Interestingly, Reeves' Power Point presentation felt like playing poker with someone who has a huge mirror on the ceiling behind him and the wall above him. We could see all of the cards before he put them down on the table, from a general business update for PAL-Land to hard-hitting hardware news, software news, the state of the PSP, and plans for FIFA 08, before turning things over to his German counterpart. Yep, if I was less patient, I could've taken a picture of the slide and bailed out. But I wouldn't do something like that, even if my back hurt from toting around a heavy laptop bag nonstop for eight hours.
Now, I could recount all of the dazzling information from the business update, including the adoption rate of PS3s in PAL territory (which besides Europe, also includes the Middle East, Africa, and Australia/Oceania, among other regions) since the March launch, the fact that damn near half of the sales of both Resistance and MotorStorm have come from Europe, and the 2.6:1 tie-in ratio of the system, but you don't really want to hear that stuff.
And maybe you don't want to hear about Sony's casual successes in the EU, where women buy a lot of copies of SingStar, Buzz!, and EyeToy titles. Admittedly, I winced a little when Reeves said that on a weekly basis, the PS2 outsells the Xbox 360 on a 3:1 basis every week in PAL territory. I wonder what would've happened if the Elite dropped there at the same time as here.

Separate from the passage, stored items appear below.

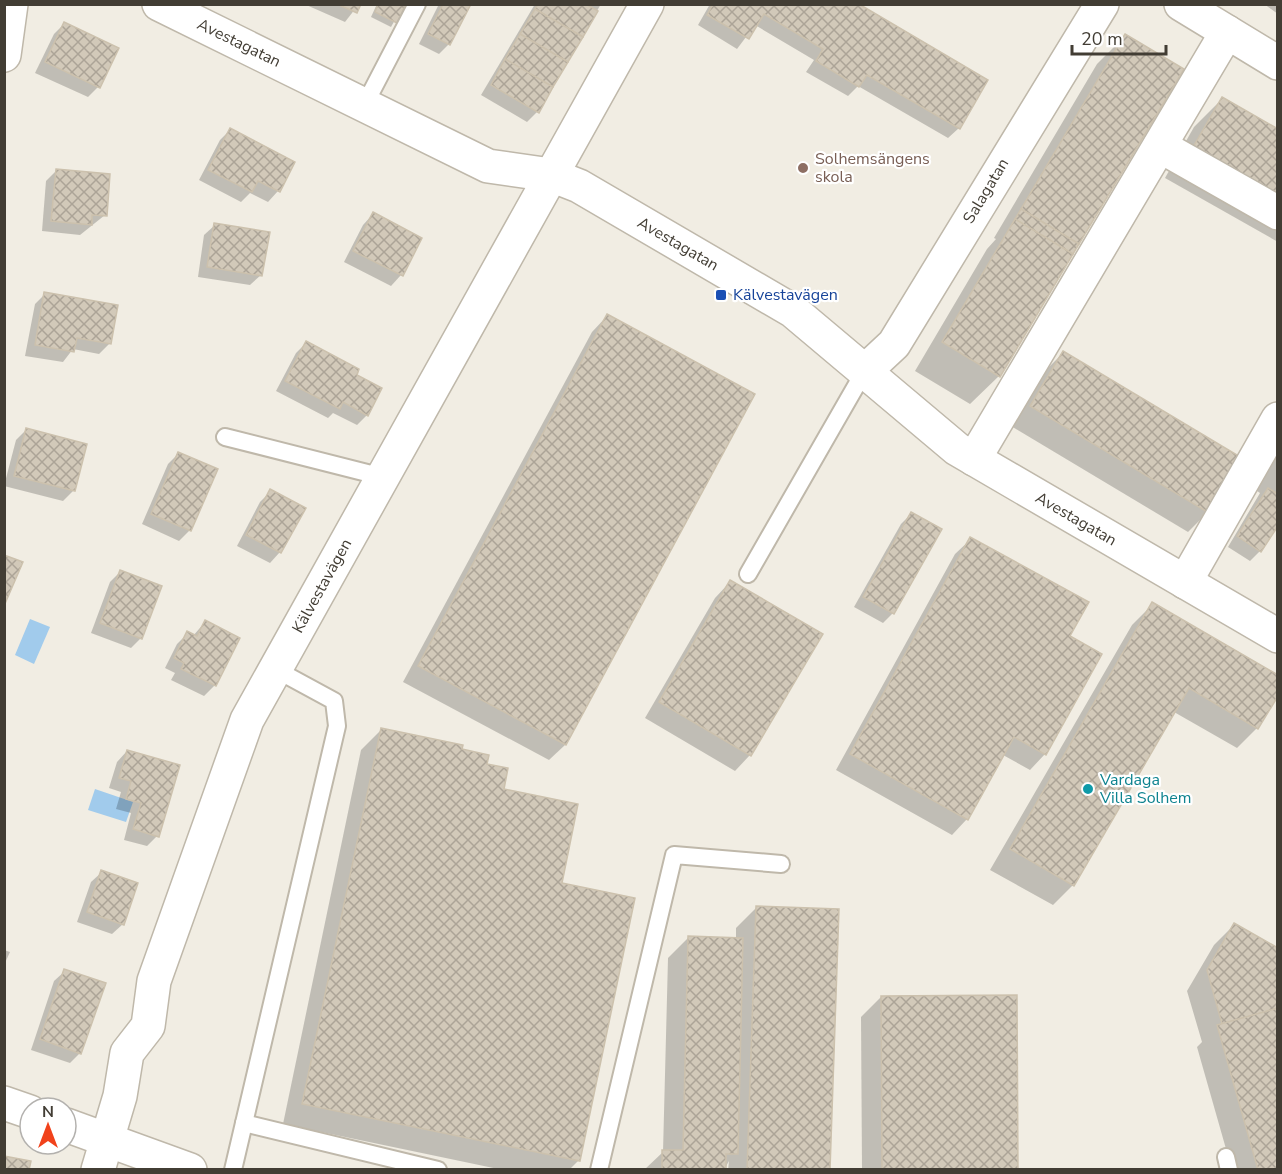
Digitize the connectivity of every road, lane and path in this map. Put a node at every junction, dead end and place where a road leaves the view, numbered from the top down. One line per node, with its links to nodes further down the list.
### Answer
1 (11, 4): 8 (street)
2 (159, 4): 10 (street, Avestagatan)
3 (417, 4): 10 (lane)
4 (647, 4): 12 (street, Kälvestavägen)
5 (1102, 4): 14 (street, Salagatan)
6 (1181, 4): 7 (street)
7 (1220, 20): 9 (street); 11 (street)
8 (4, 55)
9 (1278, 63)
10 (364, 106): 12 (street, Avestagatan)
11 (1160, 146): 13 (street); 17 (street)
12 (551, 176): 14 (street, Avestagatan); 18 (street, Kälvestavägen)
13 (1278, 213)
14 (864, 372): 17 (street, Avestagatan); 19 (lane)
15 (1278, 419): 20 (street)
16 (225, 437): 18 (lane)
17 (974, 459): 20 (street, Avestagatan)
18 (383, 477): 22 (street, Kälvestavägen)
19 (748, 574)
20 (1185, 582): 21 (street, Avestagatan)
21 (1278, 636)
22 (276, 669): 24 (lane); 26 (street, Kälvestavägen)
23 (781, 864): 31 (lane)
24 (244, 1123): 29 (lane); 30 (lane)
25 (78, 1129): 26 (street)
26 (108, 1139): 27 (street, Kälvestavägen); 28 (street)
27 (98, 1170)
28 (190, 1170)
29 (233, 1170)
30 (438, 1170)
31 (599, 1170)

Nah, the meaty stuff came as he talked about Sony's fourth platform (their words, not necessarily mine): PlayStation Network. That's where I got jealous. Reeves officially introduced Play TV, which has been discussed on our last few podcasts, albeit without an official name. Basically, it turns your PS3 into a Personal Video Recorder. Through free digital terrestrial TV providers such as Freeview in the UK, TNT in France, and dgtv in Italy, you can use a converter to get those TV signals, connect them to your PS3, and record live television. The catch is that we don't have services like these in the US, so as far as I can tell, we're pretty screwed on this deal, unless SCEA knows something I don't. To add insult to injury, you'll be able to connect your PSP to your PS3 via Remote Play and use Play TV to watch live or recorded shows on the road. And we were smug because we got the PSP six months before them. Am cry.